July 2 (Bloomberg) -- The pound rose for the first time in four days against the euro as investors sought the U.K. currency as a haven amid concern measures announced last week to shore up the region’s debt markets will be blocked.
Sterling rose the most in two weeks against the 17-member currency after Finland joined the Netherlands in saying it opposed granting the European Stability Mechanism, the region’s permanent bailout fund, the ability to purchase bonds on the secondary market. Gilts gained after a U.S. report showed manufacturing unexpectedly contracted in June.

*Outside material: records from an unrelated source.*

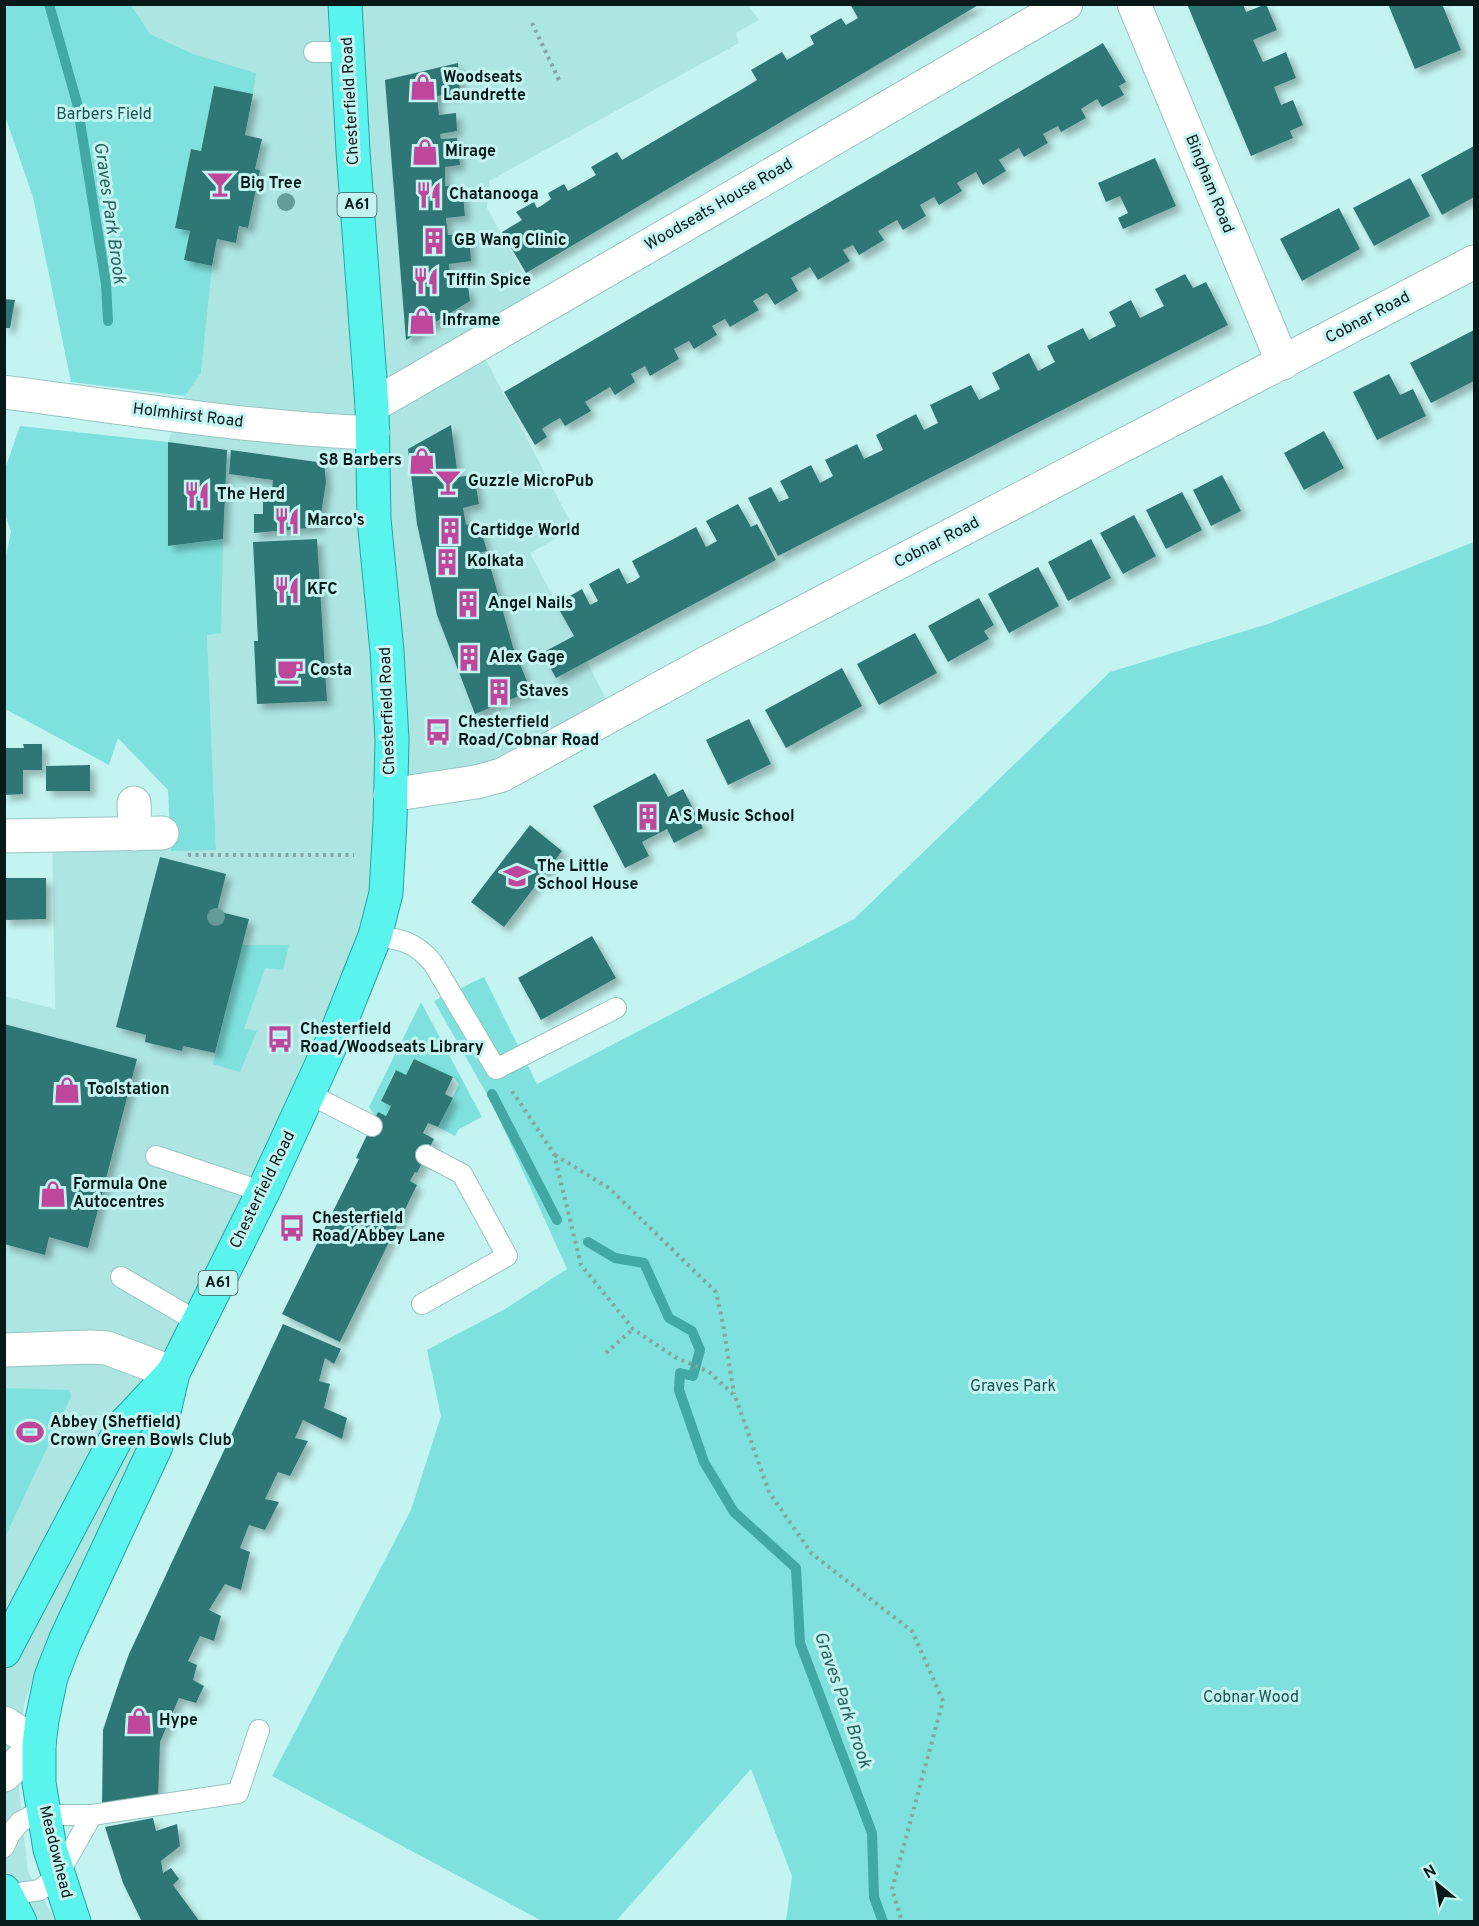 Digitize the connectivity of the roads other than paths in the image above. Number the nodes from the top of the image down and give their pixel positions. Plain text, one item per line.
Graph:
1 (345, 4) edge
2 (1066, 4) edge
3 (1134, 4) edge
4 (314, 52) dead end
5 (348, 52) junction
6 (1474, 262) edge
7 (1283, 363) junction
8 (4, 392) edge
9 (373, 419) junction
10 (390, 795) junction
11 (144, 823) road end
12 (4, 836) edge
13 (375, 936) junction
14 (616, 1008) dead end
15 (309, 1094) junction
16 (372, 1126) dead end
17 (426, 1155) dead end
18 (156, 1156) dead end
19 (263, 1192) junction
20 (121, 1276) dead end
21 (422, 1304) dead end
22 (198, 1322) junction
23 (4, 1350) edge
24 (173, 1373) junction
25 (4, 1651) edge
26 (4, 1722) edge
27 (259, 1730) dead end
28 (39, 1745) junction
29 (4, 1775) edge
30 (44, 1814) junction
31 (92, 1815) junction
32 (4, 1847) edge
33 (58, 1875) junction
34 (10, 1902) edge
35 (74, 1922) edge

1 - 5 highway, Chesterfield Road / A61
2 - 9 street, Woodseats House Road
3 - 7 street, Bingham Road
4 - 5 lane
5 - 9 highway, Chesterfield Road / A61
6 - 7 street, Cobnar Road
7 - 10 street, Cobnar Road
8 - 9 street, Holmhirst Road
9 - 10 highway, Chesterfield Road / A61
10 - 13 highway, Chesterfield Road / A61
11 - 12 street
13 - 14 lane
13 - 15 highway, Chesterfield Road / A61
15 - 16 lane
15 - 19 highway, Chesterfield Road / A61
17 - 21 lane
18 - 19 lane
19 - 22 highway, Chesterfield Road / A61
20 - 22 lane
22 - 24 highway, Chesterfield Road / A61
23 - 24 street
24 - 25 highway, Chesterfield Road / A61
24 - 28 highway, Chesterfield Road / A61
26 - 28 street
27 - 31 lane
28 - 29 street
28 - 30 highway, Meadowhead / A61
30 - 31 lane
30 - 32 lane
30 - 33 highway, Meadowhead / A61
31 - 33 lane
33 - 34 lane
33 - 35 highway, Meadowhead / A61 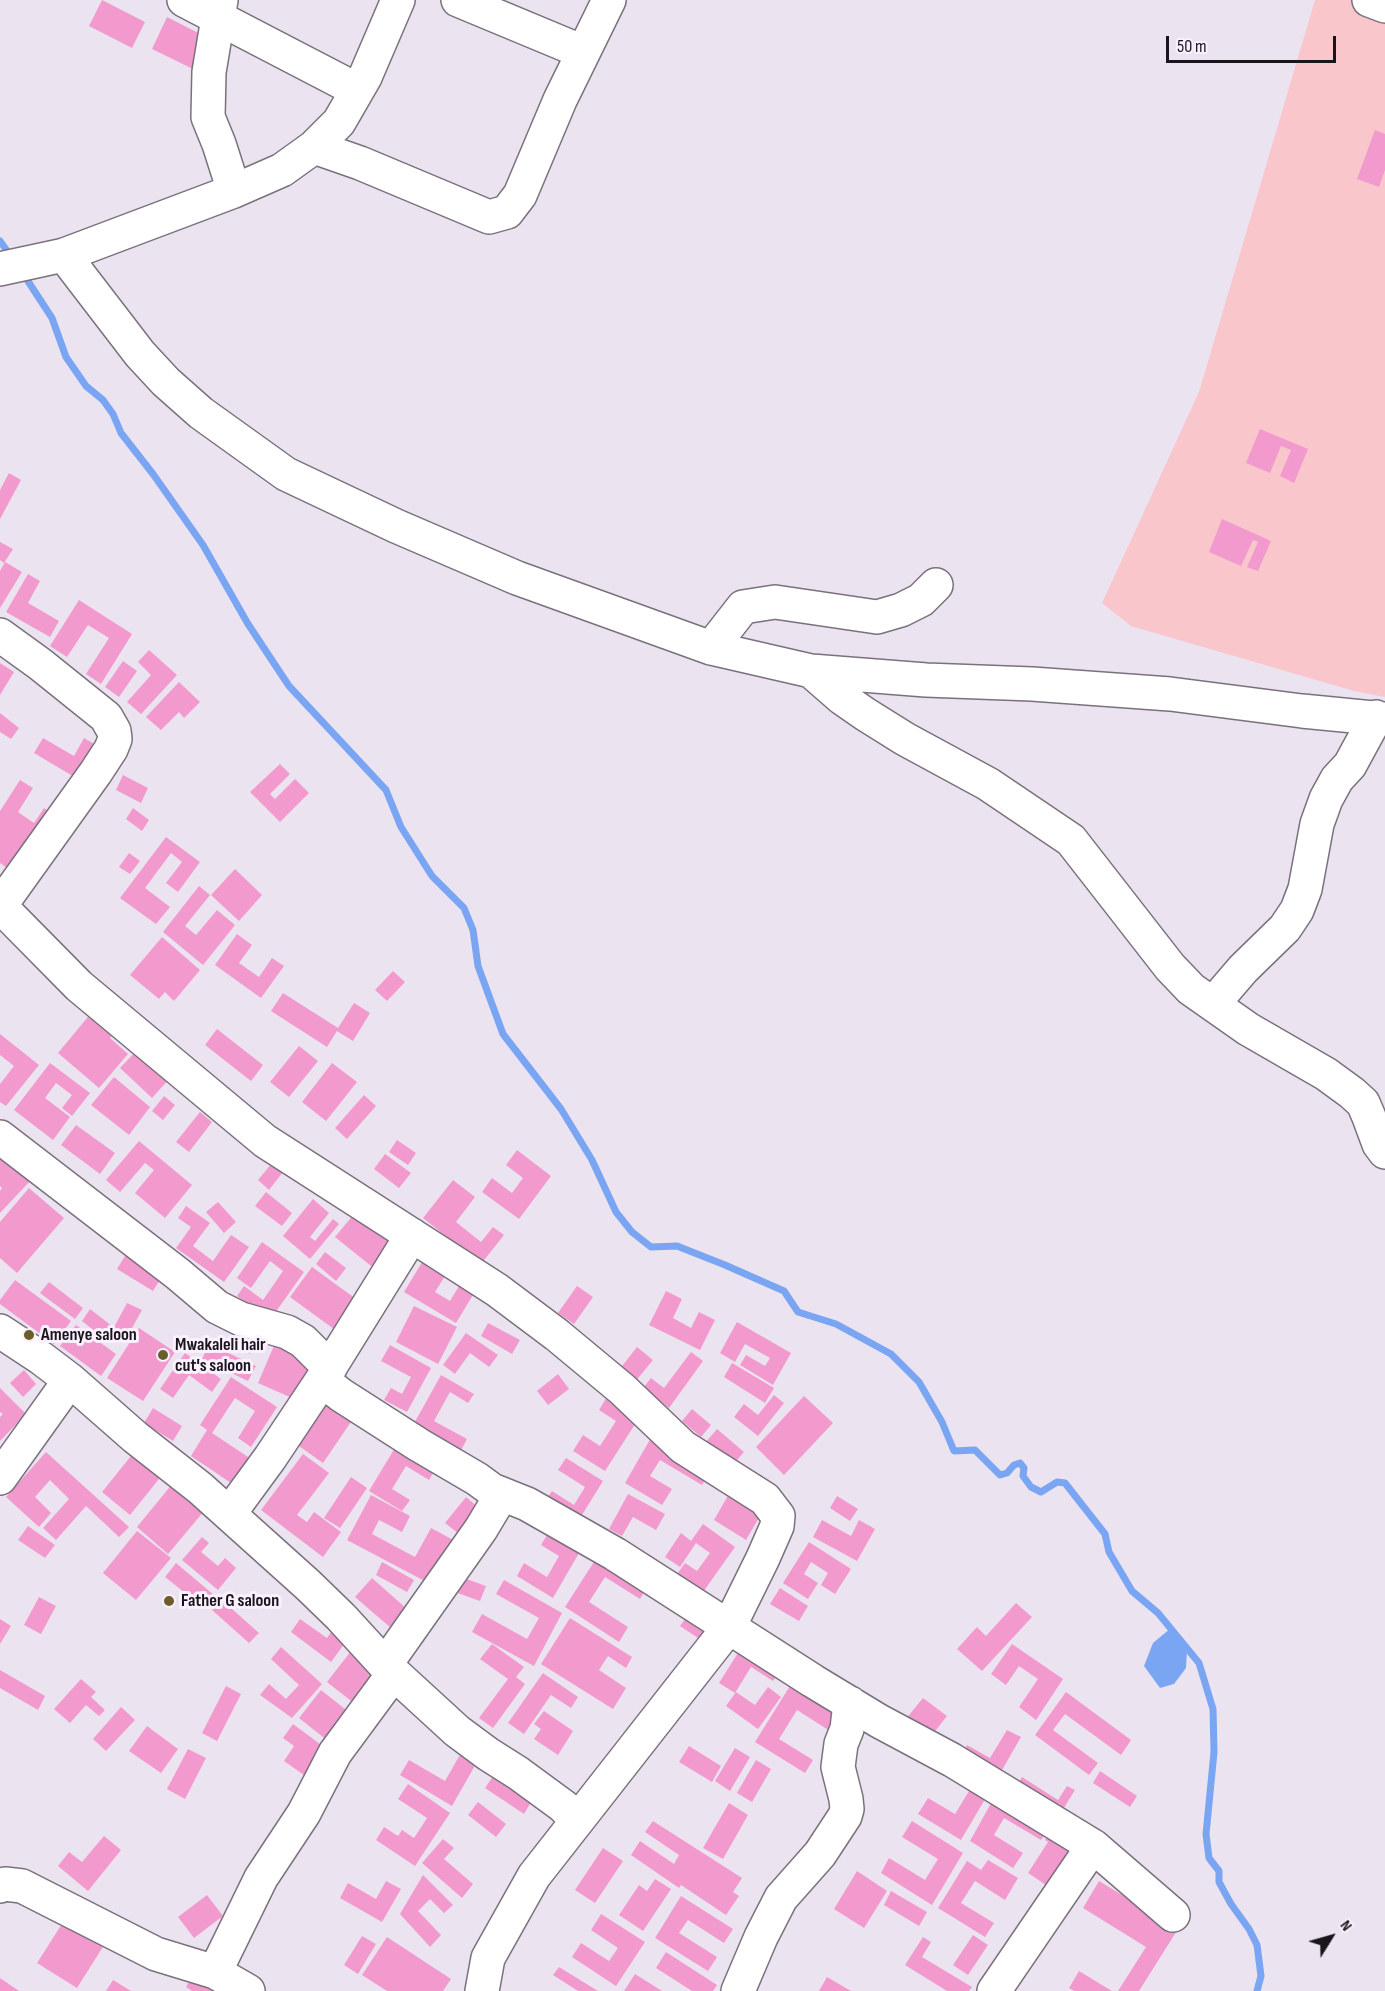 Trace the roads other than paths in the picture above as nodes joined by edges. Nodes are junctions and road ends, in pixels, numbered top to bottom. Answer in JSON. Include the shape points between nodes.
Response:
{"nodes":[{"id":1,"x":184,"y":0,"type":"edge"},
{"id":2,"x":398,"y":0,"type":"edge"},
{"id":3,"x":458,"y":0,"type":"edge"},
{"id":4,"x":609,"y":0,"type":"edge"},
{"id":5,"x":1369,"y":0,"type":"edge"},
{"id":6,"x":1385,"y":6,"type":"edge"},
{"id":7,"x":220,"y":9,"type":"edge"},
{"id":8,"x":583,"y":52,"type":"junction"},
{"id":9,"x":357,"y":90,"type":"junction"},
{"id":10,"x":314,"y":147,"type":"junction"},
{"id":11,"x":234,"y":191,"type":"junction"},
{"id":12,"x":64,"y":255,"type":"junction"},
{"id":13,"x":0,"y":269,"type":"edge"},
{"id":14,"x":936,"y":585,"type":"dead end"},
{"id":15,"x":0,"y":635,"type":"edge"},
{"id":16,"x":711,"y":648,"type":"junction"},
{"id":17,"x":811,"y":671,"type":"junction"},
{"id":18,"x":1380,"y":718,"type":"edge"},
{"id":19,"x":0,"y":906,"type":"edge"},
{"id":20,"x":1213,"y":1004,"type":"junction"},
{"id":21,"x":0,"y":1137,"type":"edge"},
{"id":22,"x":1385,"y":1152,"type":"edge"},
{"id":23,"x":412,"y":1235,"type":"junction"},
{"id":24,"x":0,"y":1331,"type":"edge"},
{"id":25,"x":326,"y":1374,"type":"junction"},
{"id":26,"x":70,"y":1380,"type":"junction"},
{"id":27,"x":0,"y":1478,"type":"edge"},
{"id":28,"x":492,"y":1490,"type":"junction"},
{"id":29,"x":229,"y":1514,"type":"junction"},
{"id":30,"x":729,"y":1627,"type":"junction"},
{"id":31,"x":390,"y":1669,"type":"junction"},
{"id":32,"x":850,"y":1703,"type":"junction"},
{"id":33,"x":577,"y":1820,"type":"junction"},
{"id":34,"x":1093,"y":1846,"type":"junction"},
{"id":35,"x":0,"y":1886,"type":"edge"},
{"id":36,"x":1173,"y":1915,"type":"dead end"},
{"id":37,"x":215,"y":1972,"type":"junction"},
{"id":38,"x":248,"y":1991,"type":"edge"},
{"id":39,"x":482,"y":1991,"type":"edge"},
{"id":40,"x":738,"y":1991,"type":"edge"},
{"id":41,"x":994,"y":1991,"type":"edge"}],
"edges":[{"from":1,"to":7,"type":"street"},
{"from":2,"to":9,"type":"street"},
{"from":3,"to":8,"type":"street"},
{"from":4,"to":8,"type":"street"},
{"from":5,"to":6,"type":"street"},
{"from":7,"to":9,"type":"street"},
{"from":7,"to":11,"type":"street","via":[[209,72],[208,117]]},
{"from":8,"to":10,"type":"street","via":[[520,195],[507,212],[489,217]]},
{"from":9,"to":10,"type":"street","via":[[339,122]]},
{"from":10,"to":11,"type":"street","via":[[282,170]]},
{"from":11,"to":12,"type":"street"},
{"from":12,"to":13,"type":"street"},
{"from":12,"to":16,"type":"street","via":[[166,382],[201,413],[286,474],[518,578]]},
{"from":14,"to":16,"type":"street","via":[[921,600],[878,617],[775,602],[743,607]]},
{"from":15,"to":19,"type":"street","via":[[106,717],[115,739],[96,772]]},
{"from":16,"to":17,"type":"street"},
{"from":17,"to":18,"type":"street","via":[[1170,694]]},
{"from":17,"to":20,"type":"street","via":[[865,714],[988,784],[1071,840],[1170,967]]},
{"from":18,"to":20,"type":"street","via":[[1326,799],[1298,910]]},
{"from":19,"to":23,"type":"street","via":[[79,986],[265,1142]]},
{"from":20,"to":22,"type":"street","via":[[1352,1093],[1363,1103]]},
{"from":21,"to":25,"type":"street","via":[[217,1307],[303,1341]]},
{"from":23,"to":25,"type":"street"},
{"from":23,"to":30,"type":"street","via":[[557,1335],[683,1447],[756,1492],[773,1508],[778,1516],[777,1526]]},
{"from":24,"to":26,"type":"street"},
{"from":25,"to":28,"type":"street","via":[[341,1395]]},
{"from":25,"to":29,"type":"street"},
{"from":26,"to":27,"type":"street"},
{"from":26,"to":29,"type":"street"},
{"from":28,"to":30,"type":"street","via":[[527,1504],[605,1548]]},
{"from":28,"to":31,"type":"street","via":[[496,1504]]},
{"from":29,"to":31,"type":"street","via":[[341,1617]]},
{"from":30,"to":32,"type":"street"},
{"from":30,"to":33,"type":"street"},
{"from":31,"to":33,"type":"street","via":[[457,1731],[527,1779]]},
{"from":31,"to":37,"type":"street","via":[[261,1878]]},
{"from":32,"to":34,"type":"street"},
{"from":32,"to":40,"type":"street","via":[[838,1767],[846,1798],[845,1816],[820,1854],[781,1898]]},
{"from":33,"to":39,"type":"street","via":[[534,1876],[505,1926],[488,1958]]},
{"from":34,"to":36,"type":"street"},
{"from":34,"to":41,"type":"street"},
{"from":35,"to":37,"type":"street","via":[[22,1886],[156,1954]]},
{"from":37,"to":38,"type":"street"}]}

“Money is flying from the euro back to the U.K.,” said Neil Jones, head of European hedge-fund sales at Mizuho Corporate Bank Ltd. in London. European Union “officials are infighting over whether or not ESM bond buying is permitted. Some member nations are voicing their plan to block the intervention and the market is losing confidence. Sterling remains a safe haven.”
The pound strengthened 0.5 percent to 80.23 pence per euro at 4:04 p.m. London time after rising as much as 0.6 percent, the biggest gain since June 18. The U.K. currency declined 0.2 percent to $1.5682.
Finland reiterated its opposition to bond buying by the ESM in the secondary market and said any purchases would require unanimity. The nation’s stance was announced in a report dated June 29 and presented today by Prime Minister Jyrki Katainen to the parliament’s Grand Committee in Helsinki.
Italy’s demand for direct bond buying by the aid funds in the secondary market is “not going to happen,” Dutch Prime Minister Mark Rutte said last week.
The pound was also supported after Prime Minister David Cameron said in an article in the Sunday Telegraph newspaper yesterday that he was not opposed to a popular vote on Britain’s membership of the European Union.
“A referendum in the U.K. is good for the pound,” Mizuho’s Jones said. “The U.K. will be deemed stronger if it quits the EU. Any official comment that alludes to a referendum will produce sterling demand.”
Sterling slid 0.5 percent against the euro on June 29 after EU leaders agreed to loosen bailout rules, lay the foundations for a banking union and break the link between sovereign and banking debt through the direct recapitalization.
The pound has strengthened 1.1 percent in the past three months, according to Bloomberg Correlation-Weighted Indexes, which track 10 developed-nation currencies. The dollar jumped 3.6 percent, and the euro weakened 2.8 percent.
Gilts advanced after the U.S. Institute for Supply Management said its manufacturing index fell to 49.7, worse than the most-pessimistic forecast in a Bloomberg News survey, from 53.5 in May. Figures below 50 signal contraction.
U.K. bonds rose earlier after British reports showed manufacturing output contracted and house prices stagnated last month, adding weight to calls for the Bank of England to expand stimulus measures this week.
The 10-year gilt yield dropped three basis points, or 0.03 percentage point, to 1.7 percent. The 4 percent bond maturing in March 2022 gained 0.33, or 3.30 pounds per 1,000-pound face amount, to 120.445.
The Bank of England will raise its target for bond purchases by 50 billion pounds to 375 billion pounds on July 5, according to 30 of 41 economists in a Bloomberg news survey. Eight predict an increase to 400 billion pounds, and the rest see a smaller gain or no change.
The Debt Management Office plans to sell 1.75 billion pounds of bonds due in December 2030 tomorrow, and 4.5 billion pounds of notes maturing in September 2017 the following day.